Lifting weight, involved in sustenance tasks of fetching water, fuel, and fodder as the second LPG cylinder is often not accessed due to inter-family inequities, domestic chores, and gendered responsibilities of care. Climate change and the resultant scorching heat have exacerbated the situation.
Transform Rural India Working in rural India with a multi-dimensional perspective supports the SHG federations in livelihood enhancement and income augmentation. In Tappal, Uttar Pradesh, during the gender integration work, it was realised that a combination of the drudgery and back-bending work in agricultural work, excessive climate vagaries, women experience several reproductive health issues including uterine prolapse and other infections including excess white discharge.
This is also corroborated by the gynaecology department of Aligadh Medical College though medical prognosis is yet to be conducted. TRI would work with women agriculturists on both preventive and curative aspects with the support of health systems.
Women workers in the agriculture sector are bereft of an identity as a farmer and do not have access to credit linkages, land rights and decisions on the crop to be cultivated, area under cultivation, marketing are undertaken by men. They are mostly speechless disempowered workers in the most patriarchal aspect of land rights and resource access.
Estimates suggest that approximately 507 women and girls die every day as a result of complications from pregnancy and childbirth in regions affected by conflict, displacement, and natural disasters (UNFPA, 2015). Increases in air pollution and rising temperatures worsen maternal and neonatal health outcomes. An increase of one degree Celsius in the week before delivery corresponds to a six per cent greater likelihood of stillbirth (Kuehn, McCormick et al., 2017; He et al., 2016; Bekkar et al., 2020).
Climate change worsens global inequity in maternal nutrition (Lancet, 2020) Air pollution is linked to poor maternal health outcomes such as stillbirth, preterm birth, and low birth weight. (Bekkar et al., 2020) Global heating increases water salinity and drinking salinated water is also linked to poor maternal health outcomes (Khan et al., 2011) Climate change is also associated with the increased spread of vector-borne diseases (such as malaria, dengue, etc), as temperature and precipitation rates affect the survival and spread of these diseases (Campbell-Lendrum, D., et al., 2015).

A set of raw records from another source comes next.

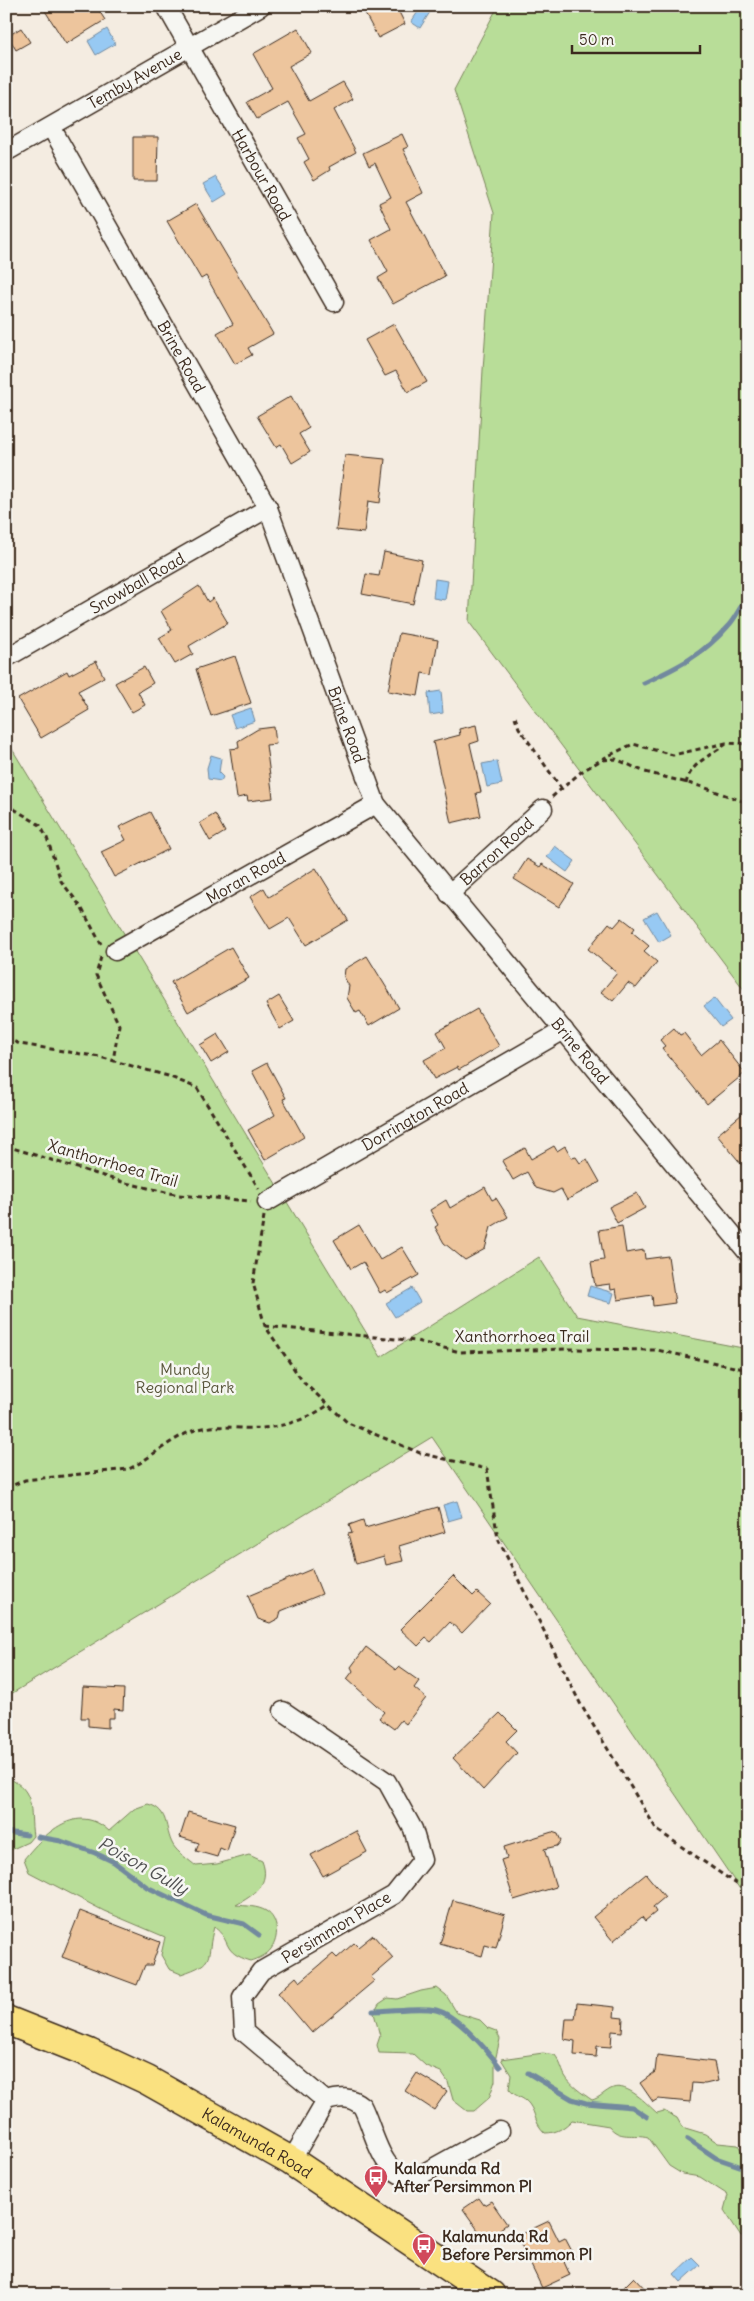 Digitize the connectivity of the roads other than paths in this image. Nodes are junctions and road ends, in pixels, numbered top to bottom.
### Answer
1 (166, 6) edge
2 (261, 6) edge
3 (189, 46) junction
4 (51, 127) junction
5 (6, 152) edge
6 (334, 302) dead end
7 (268, 508) junction
8 (6, 658) edge
9 (376, 804) junction
10 (543, 809) road end
11 (449, 894) junction
12 (115, 951) road end
13 (564, 1030) junction
14 (267, 1202) road end
15 (748, 1253) edge
16 (283, 1711) dead end
17 (6, 2020) edge
18 (326, 2101) junction
19 (500, 2131) dead end
20 (291, 2160) junction
21 (491, 2295) edge

1 - 3 street, Harbour Road
2 - 3 street, Temby Avenue
3 - 4 street, Temby Avenue
3 - 6 street, Harbour Road
4 - 5 street, Temby Avenue
4 - 7 street, Brine Road
7 - 8 street, Snowball Road
7 - 9 street, Brine Road
9 - 11 street, Brine Road
9 - 12 street, Moran Road
10 - 11 street, Barron Road
11 - 13 street, Brine Road
13 - 14 street, Dorrington Road
13 - 15 street, Brine Road
16 - 18 street, Persimmon Place
17 - 20 main road, Kalamunda Road
18 - 19 street
18 - 20 street
20 - 21 main road, Kalamunda Road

Climate-resilient agricultural policies and practices need to be adopted by the Ministry of Agriculture. Solar energy needs to be harnessed for effective utilisation. Natural Resource management, soil conservation, and protection of water bodies need to be adopted. Initiatives can be taken up by the Ministry of Agriculture with the National Rural Livelihood Mission. Information dissemination about climate vagaries and their impact can be disseminated through digital media. Entrepreneurship should be promoted for income augmentation and Agri-nutritional linkages can be promoted through millet cultivation which is resistant to a great extent to climate changes. TRI works on women entrepreneurship through Nari Adhikar Kendras in Madhya Pradesh to support livelihood enhancement and has undertaken solar installation for electricity generation as a good practice.